Outside the Marisco tavern we managed to track down our old friend Roger Fursdon who now lives on the island and who we hadn’t seen for about fifteen years. Despite this,and the fact that he had no idea we were coming,and the fact that the few other island visitors were well-to-do neatly trimmed National Trust types and we were in wetsuits and a bit smelly, he seemed not in the least bit surprised,or horrified, to see us.
We had a bit of a chat and a laugh and relished a chicken-flavoured Pot Noodle complete with Soy sauce sachet. My sandwiches would have to wait.
The visiblity had improved enough to see the North Devon coast so we were in for a top trip back.Well,we would have been had I not made one potentially serious error-I tried to tell the time (using my watch).
We had been smuggly impressed with our time to get out to Lundy-over 13 miles in 3 hours 45 minutes. I thought we left for the return paddle at 11 o’clock-lots of time to do a spot of fishing AND avoid the Hartland Point tide race.Wrong.
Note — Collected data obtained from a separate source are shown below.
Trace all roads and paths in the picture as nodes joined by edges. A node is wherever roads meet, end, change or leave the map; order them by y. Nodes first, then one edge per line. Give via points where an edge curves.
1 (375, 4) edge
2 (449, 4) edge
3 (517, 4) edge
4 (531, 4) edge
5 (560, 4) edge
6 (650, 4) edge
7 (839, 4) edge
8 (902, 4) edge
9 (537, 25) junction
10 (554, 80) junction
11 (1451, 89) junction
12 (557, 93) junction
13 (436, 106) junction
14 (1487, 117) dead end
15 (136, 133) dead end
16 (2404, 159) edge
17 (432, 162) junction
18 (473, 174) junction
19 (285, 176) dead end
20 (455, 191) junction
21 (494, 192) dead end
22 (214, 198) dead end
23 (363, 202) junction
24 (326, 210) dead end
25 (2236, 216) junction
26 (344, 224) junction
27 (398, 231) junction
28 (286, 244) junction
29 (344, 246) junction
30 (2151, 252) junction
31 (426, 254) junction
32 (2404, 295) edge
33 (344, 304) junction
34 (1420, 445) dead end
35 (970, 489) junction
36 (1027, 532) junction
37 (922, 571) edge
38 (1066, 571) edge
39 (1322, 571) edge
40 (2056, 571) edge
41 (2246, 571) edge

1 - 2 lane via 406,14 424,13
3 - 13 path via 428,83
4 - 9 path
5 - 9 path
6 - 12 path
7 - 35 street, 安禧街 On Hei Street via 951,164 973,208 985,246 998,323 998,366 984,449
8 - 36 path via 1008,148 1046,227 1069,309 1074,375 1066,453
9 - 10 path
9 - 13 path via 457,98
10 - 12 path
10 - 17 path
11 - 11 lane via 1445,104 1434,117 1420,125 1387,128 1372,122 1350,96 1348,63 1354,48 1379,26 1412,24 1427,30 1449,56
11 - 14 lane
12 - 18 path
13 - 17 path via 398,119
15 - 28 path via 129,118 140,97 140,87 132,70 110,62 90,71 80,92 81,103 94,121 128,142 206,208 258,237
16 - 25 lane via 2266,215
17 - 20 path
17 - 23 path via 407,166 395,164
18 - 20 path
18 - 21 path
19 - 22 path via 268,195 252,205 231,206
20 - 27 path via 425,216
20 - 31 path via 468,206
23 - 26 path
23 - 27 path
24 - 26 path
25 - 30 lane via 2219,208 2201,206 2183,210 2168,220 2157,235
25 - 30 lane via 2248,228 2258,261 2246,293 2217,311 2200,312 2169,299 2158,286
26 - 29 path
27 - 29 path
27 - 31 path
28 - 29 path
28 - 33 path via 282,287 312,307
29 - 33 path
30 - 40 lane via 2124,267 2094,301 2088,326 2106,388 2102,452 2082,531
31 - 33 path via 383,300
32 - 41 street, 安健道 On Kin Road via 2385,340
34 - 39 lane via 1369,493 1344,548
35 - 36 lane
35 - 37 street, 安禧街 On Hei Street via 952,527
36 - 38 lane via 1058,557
We managed to catch one small Pollack on the way back so it qualified as a fishing trip! We sauntered back soaking up the sun,stopping every hour or so to ease knotty muscles. Quirkily my phone rang when we were at least six miles from Terra Firma (except straight down) and it was Henry (my eldest son) wanting to be picked up from golf!
I had cunningly planned to get past the legendary tide race of Hartland point before the tide turned or we would be fast tracked to somewhere we didn’t want to go,like Porthcawl. Oops, this is when I realised I hadn’t adjusted my watch to summer time and the swirling water heralded the start of the incoming tide…..and we still had two or three miles to go.
We paddled flat out for 45 minutes (not great after 25 miles already) and were still losing ground. We just managed to claw in against the rocks to the north of the point and sneak round close to the shore, before enjoying the last few miles along the dramatic saw-toothed coast in the evening sunshine.
As usual the worst part of the trip was carrying the kayaks back to the cars and as usual I twanged virtually every sinew,tendon and ligament in my twiggy legs after I leapt out of the kayak and carried it up the steep track.
We are fairly sure this was the first crossing to Lundy in Sit-on-top kayaks.I was paddling a Scupper Pro and Austen was using his Perception Freedom.Certainly the first there-and-back-in-a-day-trip for a Pot Noodle.
We covered a total of 30 miles and spent about 9 and a quarter hours on the water…..and we never had my sandwiches!